What you have to do: Lines in the listing below that include the word "Івана" need to be copied.

Entries shown:
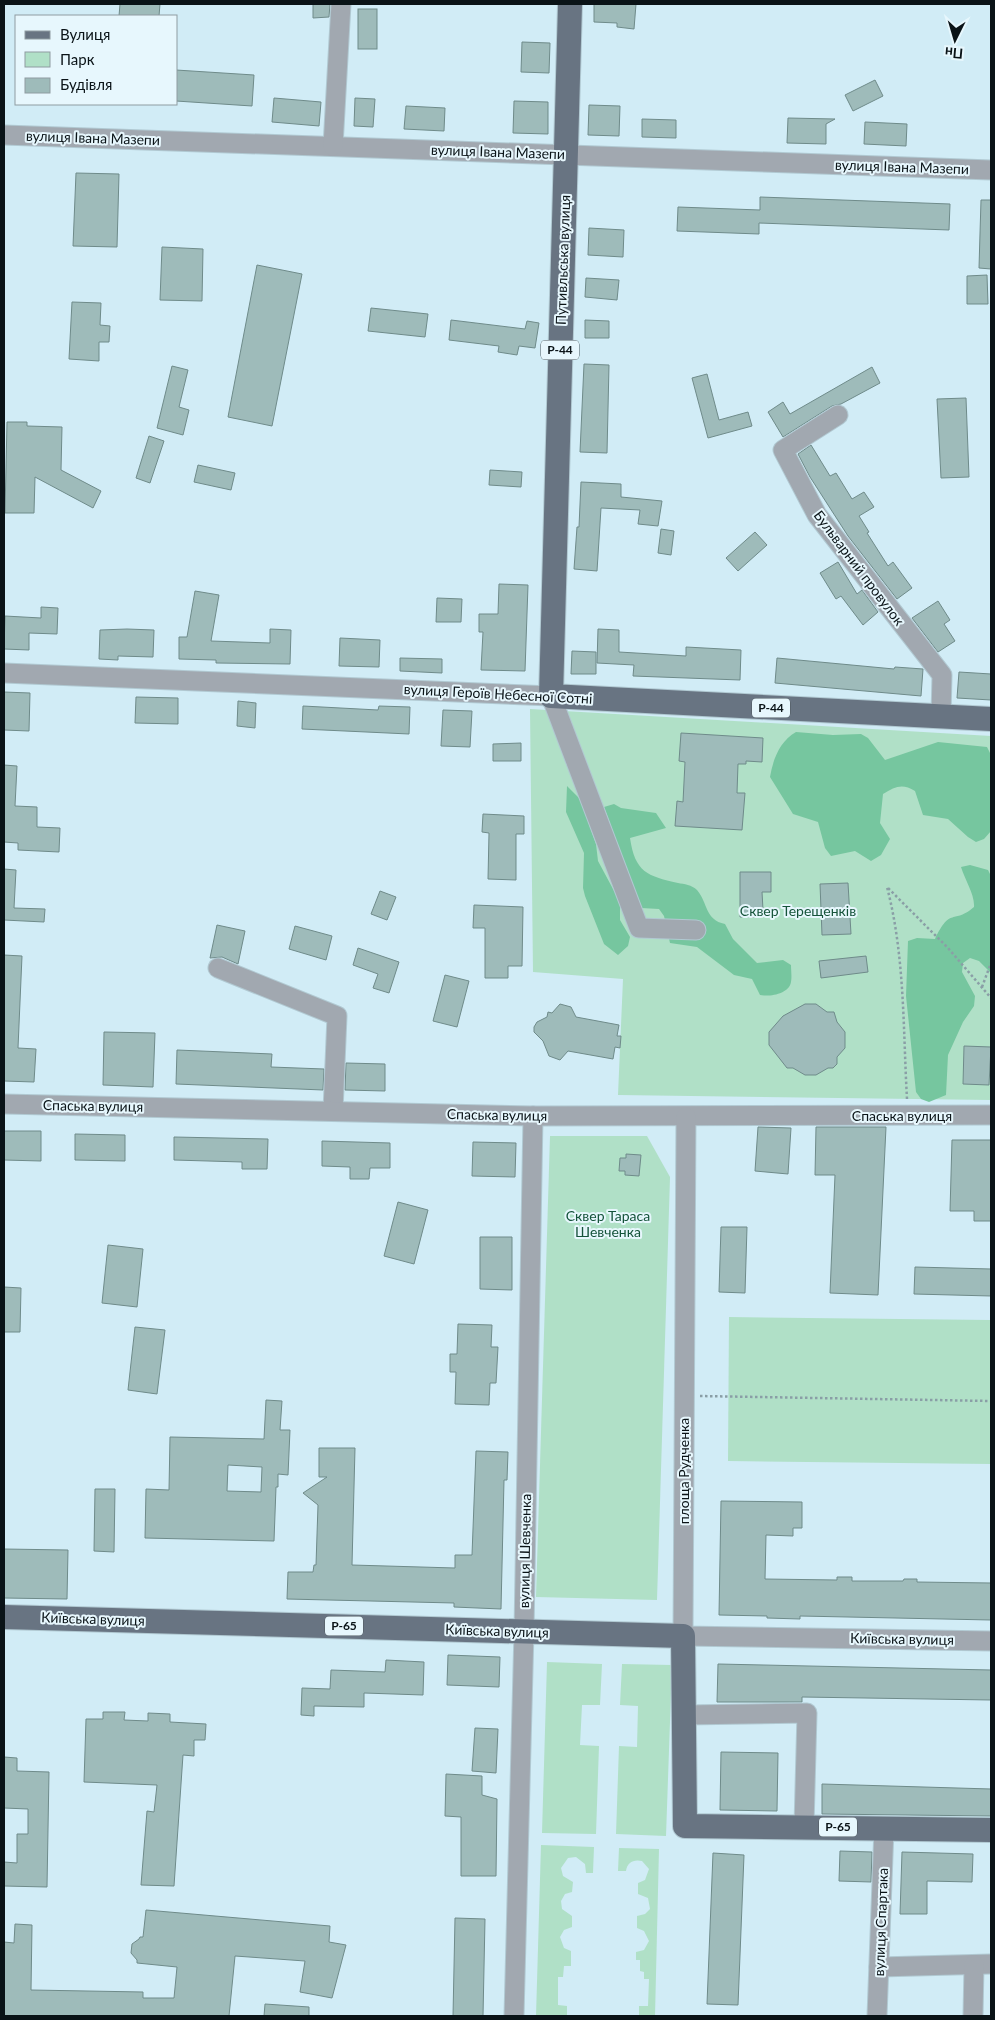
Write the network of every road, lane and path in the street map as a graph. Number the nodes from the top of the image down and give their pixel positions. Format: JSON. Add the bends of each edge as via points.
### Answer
{"nodes":[{"id":1,"x":341,"y":4,"type":"edge"},
{"id":2,"x":570,"y":4,"type":"edge"},
{"id":3,"x":4,"y":135,"type":"edge"},
{"id":4,"x":333,"y":146,"type":"junction"},
{"id":5,"x":566,"y":155,"type":"junction"},
{"id":6,"x":991,"y":170,"type":"edge"},
{"id":7,"x":838,"y":415,"type":"dead end"},
{"id":8,"x":4,"y":673,"type":"edge"},
{"id":9,"x":551,"y":696,"type":"junction"},
{"id":10,"x":941,"y":716,"type":"junction"},
{"id":11,"x":991,"y":719,"type":"edge"},
{"id":12,"x":696,"y":930,"type":"dead end"},
{"id":13,"x":991,"y":963,"type":"edge"},
{"id":14,"x":218,"y":968,"type":"dead end"},
{"id":15,"x":982,"y":987,"type":"junction"},
{"id":16,"x":991,"y":998,"type":"edge"},
{"id":17,"x":4,"y":1104,"type":"edge"},
{"id":18,"x":333,"y":1111,"type":"junction"},
{"id":19,"x":991,"y":1115,"type":"edge"},
{"id":20,"x":533,"y":1116,"type":"junction"},
{"id":21,"x":907,"y":1116,"type":"junction"},
{"id":22,"x":686,"y":1117,"type":"junction"},
{"id":23,"x":684,"y":1396,"type":"junction"},
{"id":24,"x":991,"y":1401,"type":"edge"},
{"id":25,"x":4,"y":1616,"type":"edge"},
{"id":26,"x":524,"y":1632,"type":"junction"},
{"id":27,"x":684,"y":1636,"type":"junction"},
{"id":28,"x":991,"y":1641,"type":"edge"},
{"id":29,"x":685,"y":1715,"type":"junction"},
{"id":30,"x":804,"y":1826,"type":"junction"},
{"id":31,"x":884,"y":1828,"type":"junction"},
{"id":32,"x":991,"y":1830,"type":"edge"},
{"id":33,"x":983,"y":1964,"type":"edge"},
{"id":34,"x":879,"y":1967,"type":"junction"},
{"id":35,"x":514,"y":2016,"type":"edge"},
{"id":36,"x":877,"y":2016,"type":"edge"},
{"id":37,"x":972,"y":2016,"type":"edge"}],
"edges":[{"from":1,"to":4,"type":"street"},
{"from":2,"to":5,"type":"main road","name":"Путивльська вулиця","number":"Р-44"},
{"from":3,"to":4,"type":"street","name":"вулиця Івана Мазепи"},
{"from":4,"to":5,"type":"street","name":"вулиця Івана Мазепи"},
{"from":5,"to":6,"type":"street","name":"вулиця Івана Мазепи"},
{"from":5,"to":9,"type":"main road","name":"Путивльська вулиця","number":"Р-44"},
{"from":7,"to":10,"type":"street","name":"Бульварний провулок","via":[[783,450],[817,515],[942,675]]},
{"from":8,"to":9,"type":"street","name":"вулиця Героїв Небесної Сотні"},
{"from":9,"to":10,"type":"main road","name":"вулиця Героїв Небесної Сотні","number":"Р-44"},
{"from":9,"to":12,"type":"street","via":[[639,928]]},
{"from":10,"to":11,"type":"main road","name":"вулиця Героїв Небесної Сотні","number":"Р-44"},
{"from":13,"to":15,"type":"path"},
{"from":14,"to":18,"type":"street","via":[[337,1016]]},
{"from":15,"to":16,"type":"path"},
{"from":15,"to":21,"type":"path","via":[[888,887],[902,984]]},
{"from":17,"to":18,"type":"street","name":"Спаська вулиця"},
{"from":18,"to":20,"type":"street","name":"Спаська вулиця"},
{"from":19,"to":21,"type":"street","name":"Спаська вулиця"},
{"from":20,"to":22,"type":"street","name":"Спаська вулиця"},
{"from":20,"to":26,"type":"street","name":"вулиця Шевченка"},
{"from":21,"to":22,"type":"street","name":"Спаська вулиця"},
{"from":22,"to":23,"type":"street","name":"площа Рудченка"},
{"from":23,"to":24,"type":"path"},
{"from":23,"to":27,"type":"street","name":"площа Рудченка"},
{"from":25,"to":26,"type":"main road","name":"Київська вулиця","number":"Р-65"},
{"from":26,"to":27,"type":"main road","name":"Київська вулиця","number":"Р-65"},
{"from":26,"to":35,"type":"street","name":"вулиця Шевченка"},
{"from":27,"to":28,"type":"street","name":"Київська вулиця"},
{"from":27,"to":29,"type":"main road","name":"площа Рудченка","number":"Р-65"},
{"from":29,"to":30,"type":"main road","name":"площа Рудченка","number":"Р-65","via":[[685,1826]]},
{"from":29,"to":30,"type":"street","via":[[807,1713]]},
{"from":30,"to":31,"type":"main road","number":"Р-65"},
{"from":31,"to":32,"type":"main road","number":"Р-65"},
{"from":31,"to":34,"type":"street","name":"вулиця Спартака"},
{"from":33,"to":34,"type":"street"},
{"from":33,"to":37,"type":"street"},
{"from":34,"to":36,"type":"street","name":"вулиця Спартака"}]}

Completed task:
{"from":3,"to":4,"type":"street","name":"вулиця Івана Мазепи"},
{"from":4,"to":5,"type":"street","name":"вулиця Івана Мазепи"},
{"from":5,"to":6,"type":"street","name":"вулиця Івана Мазепи"},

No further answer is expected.